** PROVIDED DATA follows **

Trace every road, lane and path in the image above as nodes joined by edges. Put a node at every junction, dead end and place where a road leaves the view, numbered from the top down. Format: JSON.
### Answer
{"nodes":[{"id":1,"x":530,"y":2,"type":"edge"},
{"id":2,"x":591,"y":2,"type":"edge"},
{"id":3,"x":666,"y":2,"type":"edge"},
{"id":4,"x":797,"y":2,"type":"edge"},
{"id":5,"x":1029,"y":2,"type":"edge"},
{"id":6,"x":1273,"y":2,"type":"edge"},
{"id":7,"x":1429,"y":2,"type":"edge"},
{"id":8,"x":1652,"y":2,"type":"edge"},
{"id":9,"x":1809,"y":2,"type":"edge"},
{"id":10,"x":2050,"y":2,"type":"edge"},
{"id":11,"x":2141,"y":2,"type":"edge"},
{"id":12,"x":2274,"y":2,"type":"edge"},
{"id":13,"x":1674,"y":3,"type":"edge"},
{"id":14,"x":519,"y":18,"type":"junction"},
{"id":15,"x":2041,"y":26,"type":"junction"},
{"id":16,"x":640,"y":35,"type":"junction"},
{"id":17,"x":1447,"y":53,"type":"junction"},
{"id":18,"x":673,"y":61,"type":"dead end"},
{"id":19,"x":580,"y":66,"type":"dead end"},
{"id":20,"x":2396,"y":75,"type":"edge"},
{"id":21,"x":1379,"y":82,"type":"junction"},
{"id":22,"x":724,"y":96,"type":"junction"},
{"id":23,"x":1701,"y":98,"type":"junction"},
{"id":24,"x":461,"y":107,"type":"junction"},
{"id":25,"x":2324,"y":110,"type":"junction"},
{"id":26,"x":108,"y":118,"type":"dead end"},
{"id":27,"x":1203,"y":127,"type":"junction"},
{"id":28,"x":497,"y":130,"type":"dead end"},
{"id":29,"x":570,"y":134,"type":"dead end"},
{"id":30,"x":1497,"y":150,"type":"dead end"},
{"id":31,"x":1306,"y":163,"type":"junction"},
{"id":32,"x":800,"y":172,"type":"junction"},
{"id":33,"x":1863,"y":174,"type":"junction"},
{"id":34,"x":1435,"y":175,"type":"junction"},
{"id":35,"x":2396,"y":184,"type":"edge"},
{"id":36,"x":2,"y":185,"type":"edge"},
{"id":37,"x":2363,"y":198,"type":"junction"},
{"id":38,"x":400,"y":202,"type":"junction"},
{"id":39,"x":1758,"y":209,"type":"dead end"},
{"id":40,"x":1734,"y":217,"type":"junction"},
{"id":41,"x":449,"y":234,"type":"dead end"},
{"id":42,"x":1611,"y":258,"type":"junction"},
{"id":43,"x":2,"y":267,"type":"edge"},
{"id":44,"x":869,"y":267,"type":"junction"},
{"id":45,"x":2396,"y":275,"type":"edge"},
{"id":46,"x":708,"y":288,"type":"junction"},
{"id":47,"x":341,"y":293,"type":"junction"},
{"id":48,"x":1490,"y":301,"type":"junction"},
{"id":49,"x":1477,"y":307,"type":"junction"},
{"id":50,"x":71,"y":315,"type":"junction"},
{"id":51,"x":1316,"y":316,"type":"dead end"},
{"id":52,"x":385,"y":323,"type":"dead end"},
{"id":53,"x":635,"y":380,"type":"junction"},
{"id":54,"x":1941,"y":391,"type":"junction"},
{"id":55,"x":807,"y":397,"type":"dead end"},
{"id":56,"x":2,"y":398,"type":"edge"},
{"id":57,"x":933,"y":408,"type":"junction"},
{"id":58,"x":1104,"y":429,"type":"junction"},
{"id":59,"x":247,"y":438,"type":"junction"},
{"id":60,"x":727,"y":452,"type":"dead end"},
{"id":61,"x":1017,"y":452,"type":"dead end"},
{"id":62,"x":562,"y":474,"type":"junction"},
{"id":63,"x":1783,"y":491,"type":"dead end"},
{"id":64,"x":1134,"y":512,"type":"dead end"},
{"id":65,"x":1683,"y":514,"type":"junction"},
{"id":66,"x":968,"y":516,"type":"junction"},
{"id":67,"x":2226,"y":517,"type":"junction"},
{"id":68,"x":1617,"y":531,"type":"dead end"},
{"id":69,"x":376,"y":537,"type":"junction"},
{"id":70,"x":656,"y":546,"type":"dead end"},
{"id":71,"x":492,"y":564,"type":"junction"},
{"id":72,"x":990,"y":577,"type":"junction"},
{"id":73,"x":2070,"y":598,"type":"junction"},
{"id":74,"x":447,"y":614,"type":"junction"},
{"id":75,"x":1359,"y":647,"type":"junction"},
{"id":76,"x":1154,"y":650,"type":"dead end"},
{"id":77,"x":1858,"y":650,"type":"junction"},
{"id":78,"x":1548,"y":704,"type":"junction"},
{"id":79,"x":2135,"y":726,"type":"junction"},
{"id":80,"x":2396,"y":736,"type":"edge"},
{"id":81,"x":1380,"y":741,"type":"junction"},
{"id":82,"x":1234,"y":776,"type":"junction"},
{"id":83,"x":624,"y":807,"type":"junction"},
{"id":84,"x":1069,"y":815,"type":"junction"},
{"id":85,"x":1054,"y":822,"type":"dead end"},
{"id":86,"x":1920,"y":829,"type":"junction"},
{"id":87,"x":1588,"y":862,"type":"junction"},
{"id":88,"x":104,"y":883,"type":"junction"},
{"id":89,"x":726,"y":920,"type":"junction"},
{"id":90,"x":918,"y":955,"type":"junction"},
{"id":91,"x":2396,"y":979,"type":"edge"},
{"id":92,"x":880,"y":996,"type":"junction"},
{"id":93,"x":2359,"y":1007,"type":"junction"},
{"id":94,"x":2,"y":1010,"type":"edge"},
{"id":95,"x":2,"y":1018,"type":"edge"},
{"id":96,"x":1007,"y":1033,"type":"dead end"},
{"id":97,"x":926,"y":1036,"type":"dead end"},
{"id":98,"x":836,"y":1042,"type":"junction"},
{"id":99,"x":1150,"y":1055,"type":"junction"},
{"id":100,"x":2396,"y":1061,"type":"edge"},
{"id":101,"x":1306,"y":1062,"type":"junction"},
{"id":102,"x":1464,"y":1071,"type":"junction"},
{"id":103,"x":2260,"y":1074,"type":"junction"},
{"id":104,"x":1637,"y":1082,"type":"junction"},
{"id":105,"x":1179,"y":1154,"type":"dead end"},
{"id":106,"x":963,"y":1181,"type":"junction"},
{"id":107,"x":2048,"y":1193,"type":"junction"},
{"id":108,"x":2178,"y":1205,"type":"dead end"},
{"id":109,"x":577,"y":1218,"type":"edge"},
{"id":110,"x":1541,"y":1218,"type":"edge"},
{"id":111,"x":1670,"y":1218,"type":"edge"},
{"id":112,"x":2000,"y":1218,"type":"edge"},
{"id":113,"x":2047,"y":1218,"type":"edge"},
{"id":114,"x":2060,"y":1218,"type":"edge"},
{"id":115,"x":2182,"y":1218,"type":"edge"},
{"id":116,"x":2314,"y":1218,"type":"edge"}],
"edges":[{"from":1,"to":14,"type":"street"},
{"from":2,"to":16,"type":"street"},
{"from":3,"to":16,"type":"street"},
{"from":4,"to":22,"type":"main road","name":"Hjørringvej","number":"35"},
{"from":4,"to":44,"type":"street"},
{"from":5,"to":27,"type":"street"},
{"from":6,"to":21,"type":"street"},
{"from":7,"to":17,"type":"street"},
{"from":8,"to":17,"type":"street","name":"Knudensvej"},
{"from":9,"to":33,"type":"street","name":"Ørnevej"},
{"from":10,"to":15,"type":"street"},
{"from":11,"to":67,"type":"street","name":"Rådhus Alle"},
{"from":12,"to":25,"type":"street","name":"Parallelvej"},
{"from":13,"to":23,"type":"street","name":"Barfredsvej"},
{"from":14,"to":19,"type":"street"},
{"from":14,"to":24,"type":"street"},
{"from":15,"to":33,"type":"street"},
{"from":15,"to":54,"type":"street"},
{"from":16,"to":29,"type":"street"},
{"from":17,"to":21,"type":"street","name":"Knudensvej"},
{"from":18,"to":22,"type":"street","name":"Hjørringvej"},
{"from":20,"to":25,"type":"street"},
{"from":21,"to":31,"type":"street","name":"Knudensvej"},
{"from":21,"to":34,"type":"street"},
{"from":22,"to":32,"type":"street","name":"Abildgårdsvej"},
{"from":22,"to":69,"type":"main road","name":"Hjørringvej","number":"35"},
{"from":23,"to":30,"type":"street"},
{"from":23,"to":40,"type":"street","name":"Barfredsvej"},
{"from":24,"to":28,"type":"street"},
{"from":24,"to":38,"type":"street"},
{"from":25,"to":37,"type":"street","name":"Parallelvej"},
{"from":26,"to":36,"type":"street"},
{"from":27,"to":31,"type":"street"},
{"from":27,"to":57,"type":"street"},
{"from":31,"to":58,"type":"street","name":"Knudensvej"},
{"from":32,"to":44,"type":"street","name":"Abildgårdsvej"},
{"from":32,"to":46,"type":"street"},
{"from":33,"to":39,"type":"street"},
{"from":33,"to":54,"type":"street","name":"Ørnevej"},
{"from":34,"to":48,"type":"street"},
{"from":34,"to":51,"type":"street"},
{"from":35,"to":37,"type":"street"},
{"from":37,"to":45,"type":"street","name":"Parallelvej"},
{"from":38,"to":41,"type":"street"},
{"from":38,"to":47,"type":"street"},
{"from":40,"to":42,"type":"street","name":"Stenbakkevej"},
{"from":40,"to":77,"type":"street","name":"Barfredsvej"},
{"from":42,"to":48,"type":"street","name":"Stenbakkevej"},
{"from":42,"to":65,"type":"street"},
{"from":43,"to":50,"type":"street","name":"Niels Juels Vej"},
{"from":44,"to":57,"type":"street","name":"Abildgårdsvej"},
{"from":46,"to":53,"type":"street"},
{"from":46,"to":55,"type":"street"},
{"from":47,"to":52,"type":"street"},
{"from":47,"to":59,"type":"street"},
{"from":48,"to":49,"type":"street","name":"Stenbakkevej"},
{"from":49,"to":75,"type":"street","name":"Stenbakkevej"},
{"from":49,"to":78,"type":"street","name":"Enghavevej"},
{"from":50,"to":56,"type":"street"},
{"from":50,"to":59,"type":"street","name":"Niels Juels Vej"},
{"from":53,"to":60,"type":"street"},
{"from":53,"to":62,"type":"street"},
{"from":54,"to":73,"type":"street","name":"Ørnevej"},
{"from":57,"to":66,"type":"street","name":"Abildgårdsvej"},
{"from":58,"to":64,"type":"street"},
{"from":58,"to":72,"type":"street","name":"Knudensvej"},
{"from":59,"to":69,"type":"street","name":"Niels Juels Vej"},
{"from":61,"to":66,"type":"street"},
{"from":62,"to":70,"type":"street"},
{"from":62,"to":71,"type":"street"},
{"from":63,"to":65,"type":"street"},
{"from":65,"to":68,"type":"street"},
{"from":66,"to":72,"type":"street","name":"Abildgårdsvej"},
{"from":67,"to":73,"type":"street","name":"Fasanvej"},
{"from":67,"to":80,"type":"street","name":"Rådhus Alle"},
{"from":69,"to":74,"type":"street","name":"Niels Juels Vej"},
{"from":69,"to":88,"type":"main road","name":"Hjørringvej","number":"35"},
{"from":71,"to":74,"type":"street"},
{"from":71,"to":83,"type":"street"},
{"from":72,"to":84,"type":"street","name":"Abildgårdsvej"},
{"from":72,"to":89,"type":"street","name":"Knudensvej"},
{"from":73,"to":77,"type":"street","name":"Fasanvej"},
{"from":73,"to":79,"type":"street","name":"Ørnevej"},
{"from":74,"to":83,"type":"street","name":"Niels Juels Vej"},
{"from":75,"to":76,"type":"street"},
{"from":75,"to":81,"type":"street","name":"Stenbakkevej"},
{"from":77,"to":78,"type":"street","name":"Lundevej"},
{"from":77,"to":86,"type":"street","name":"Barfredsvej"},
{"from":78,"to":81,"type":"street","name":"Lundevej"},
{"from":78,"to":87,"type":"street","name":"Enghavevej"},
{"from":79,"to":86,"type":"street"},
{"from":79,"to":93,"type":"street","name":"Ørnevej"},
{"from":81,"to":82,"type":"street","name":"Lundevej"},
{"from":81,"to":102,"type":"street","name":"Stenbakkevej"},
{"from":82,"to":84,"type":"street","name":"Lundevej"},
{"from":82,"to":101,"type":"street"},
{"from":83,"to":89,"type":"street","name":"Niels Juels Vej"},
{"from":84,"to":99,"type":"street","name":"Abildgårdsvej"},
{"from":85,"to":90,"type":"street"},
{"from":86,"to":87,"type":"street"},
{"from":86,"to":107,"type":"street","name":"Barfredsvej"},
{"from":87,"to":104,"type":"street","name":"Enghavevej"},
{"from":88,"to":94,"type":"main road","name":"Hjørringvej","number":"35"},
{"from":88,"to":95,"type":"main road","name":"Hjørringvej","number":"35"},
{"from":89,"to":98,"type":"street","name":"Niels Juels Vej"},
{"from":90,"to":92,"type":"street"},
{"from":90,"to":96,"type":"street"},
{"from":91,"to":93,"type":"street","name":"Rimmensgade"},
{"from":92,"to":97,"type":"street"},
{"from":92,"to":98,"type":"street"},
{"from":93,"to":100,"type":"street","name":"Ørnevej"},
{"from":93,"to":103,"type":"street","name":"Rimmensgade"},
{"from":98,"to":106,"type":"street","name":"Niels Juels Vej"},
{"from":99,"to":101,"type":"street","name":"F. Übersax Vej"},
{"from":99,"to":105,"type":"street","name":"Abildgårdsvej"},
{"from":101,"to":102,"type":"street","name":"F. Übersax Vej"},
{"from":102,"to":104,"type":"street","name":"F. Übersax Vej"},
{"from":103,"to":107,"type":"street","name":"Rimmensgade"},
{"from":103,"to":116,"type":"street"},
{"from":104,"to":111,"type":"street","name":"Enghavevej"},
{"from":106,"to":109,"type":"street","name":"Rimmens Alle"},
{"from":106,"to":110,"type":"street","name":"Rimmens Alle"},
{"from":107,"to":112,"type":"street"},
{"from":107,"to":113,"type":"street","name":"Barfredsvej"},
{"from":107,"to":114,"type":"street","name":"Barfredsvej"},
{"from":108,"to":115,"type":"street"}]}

** End of PROVIDED DATA **

EXERCISE INSTRUCTIONS: Go through the records above and copy every line holding the word "Fasanvej".

ANSWER TO THE PROBLEM:
{"from":67,"to":73,"type":"street","name":"Fasanvej"},
{"from":73,"to":77,"type":"street","name":"Fasanvej"},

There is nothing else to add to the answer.